December 22, 2010 Leave a comment

The last post in this series will focus on objectively measuring a consultants knowledge and contribution to the team.

Knowledge really has two facets:  What you can immediately demonstrate and what you can really do. 

Measuring the first is easy:  certifications.  These mean one and only one thing (and its the same thing that a bachelor’s degree means):  you are sufficiently motivated to put yourself to some trouble to let other’s know that you potentially have a good skill set.  Its kind of like taking a shower and dressing nice for a date – doesn’t mean you are going to knock ‘em dead, just that you were interested enough to go out of your way.  Reporting is dead simple:  put out a publicly viewable list of everyone’s certification and testing levels then advertise the heck out of the folks that are getting it done.  Do a good summary by cert for the sales and marketing teams so they have a brag sheet.  Then go onto other things (like meeting the new MPN requirements).

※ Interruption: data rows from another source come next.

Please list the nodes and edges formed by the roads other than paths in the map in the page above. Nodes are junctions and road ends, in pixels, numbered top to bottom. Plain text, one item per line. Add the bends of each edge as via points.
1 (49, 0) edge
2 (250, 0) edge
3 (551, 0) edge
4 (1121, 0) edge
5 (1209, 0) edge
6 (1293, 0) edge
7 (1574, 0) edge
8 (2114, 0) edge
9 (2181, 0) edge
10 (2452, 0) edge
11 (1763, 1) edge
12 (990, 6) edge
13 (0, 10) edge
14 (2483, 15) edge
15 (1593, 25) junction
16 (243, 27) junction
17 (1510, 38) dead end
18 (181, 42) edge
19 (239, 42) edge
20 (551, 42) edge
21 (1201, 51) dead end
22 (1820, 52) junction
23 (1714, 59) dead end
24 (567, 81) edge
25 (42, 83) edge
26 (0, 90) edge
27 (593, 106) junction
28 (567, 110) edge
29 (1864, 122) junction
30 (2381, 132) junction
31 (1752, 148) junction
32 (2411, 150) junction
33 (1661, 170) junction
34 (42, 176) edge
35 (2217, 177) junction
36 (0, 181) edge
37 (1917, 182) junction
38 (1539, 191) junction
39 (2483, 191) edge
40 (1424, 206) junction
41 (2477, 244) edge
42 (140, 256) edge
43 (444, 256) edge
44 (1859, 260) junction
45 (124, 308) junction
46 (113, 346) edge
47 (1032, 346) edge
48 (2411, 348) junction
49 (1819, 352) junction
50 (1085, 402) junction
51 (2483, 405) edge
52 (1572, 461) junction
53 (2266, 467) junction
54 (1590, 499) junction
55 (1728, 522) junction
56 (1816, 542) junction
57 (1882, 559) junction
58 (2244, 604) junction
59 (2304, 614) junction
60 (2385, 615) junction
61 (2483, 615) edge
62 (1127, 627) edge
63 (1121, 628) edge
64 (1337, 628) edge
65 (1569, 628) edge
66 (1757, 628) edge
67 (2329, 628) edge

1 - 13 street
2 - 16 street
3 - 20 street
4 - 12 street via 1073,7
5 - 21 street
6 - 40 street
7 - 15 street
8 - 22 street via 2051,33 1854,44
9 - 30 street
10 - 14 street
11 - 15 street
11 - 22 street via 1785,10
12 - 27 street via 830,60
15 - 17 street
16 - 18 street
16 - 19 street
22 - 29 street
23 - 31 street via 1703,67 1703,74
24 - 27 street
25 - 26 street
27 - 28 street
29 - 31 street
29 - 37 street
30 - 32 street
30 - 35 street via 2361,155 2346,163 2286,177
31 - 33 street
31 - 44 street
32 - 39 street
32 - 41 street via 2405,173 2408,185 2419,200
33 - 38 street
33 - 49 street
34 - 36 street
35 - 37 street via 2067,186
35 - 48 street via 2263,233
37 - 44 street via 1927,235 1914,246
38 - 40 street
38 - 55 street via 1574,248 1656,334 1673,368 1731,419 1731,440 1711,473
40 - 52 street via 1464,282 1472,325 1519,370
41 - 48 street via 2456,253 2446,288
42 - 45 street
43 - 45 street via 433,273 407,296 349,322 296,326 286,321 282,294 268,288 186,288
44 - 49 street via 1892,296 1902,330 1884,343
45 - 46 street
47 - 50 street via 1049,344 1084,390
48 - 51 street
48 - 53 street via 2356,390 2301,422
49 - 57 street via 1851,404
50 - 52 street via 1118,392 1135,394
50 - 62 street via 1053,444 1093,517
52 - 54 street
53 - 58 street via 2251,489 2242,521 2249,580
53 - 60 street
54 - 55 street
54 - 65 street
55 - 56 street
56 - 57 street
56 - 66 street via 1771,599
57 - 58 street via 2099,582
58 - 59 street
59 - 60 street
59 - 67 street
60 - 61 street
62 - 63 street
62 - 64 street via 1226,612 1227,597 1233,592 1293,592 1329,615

Its the second category that really causes the issues.  Having a certification on Exchange is one thing; knowing how to deploy the SMTP Gateway is a whole other beast.  Unfortunately, I haven’t come up with any silver bullets on this.  However, I’ve been exploring some ideas as follows:

1. Create a self-assessment scorecard for everyone that is part of their periodic coaching or reviews.  Let them fill it out and let their boss independently asses them.  Meet quarterly to review and let the ensuing conversation unfold.

2. If you are going to do the above, spend lots of time training your managers on how to have good conversations.  Talk to Tim Johnpress at Ascendte or review Catalytic Coaching for more info.

3. Do project implementation reviews/punch out assessments/lesson learned meetings at the close of each project including the business unit director, sales rep, PM and consulting team.  If you have a culture that supports admitting and correcting mistakes, this will really help flesh out areas of improvement.

Most importantly, strive constantly to create an environment where folks can say “I could have done this better” without fear of penalty.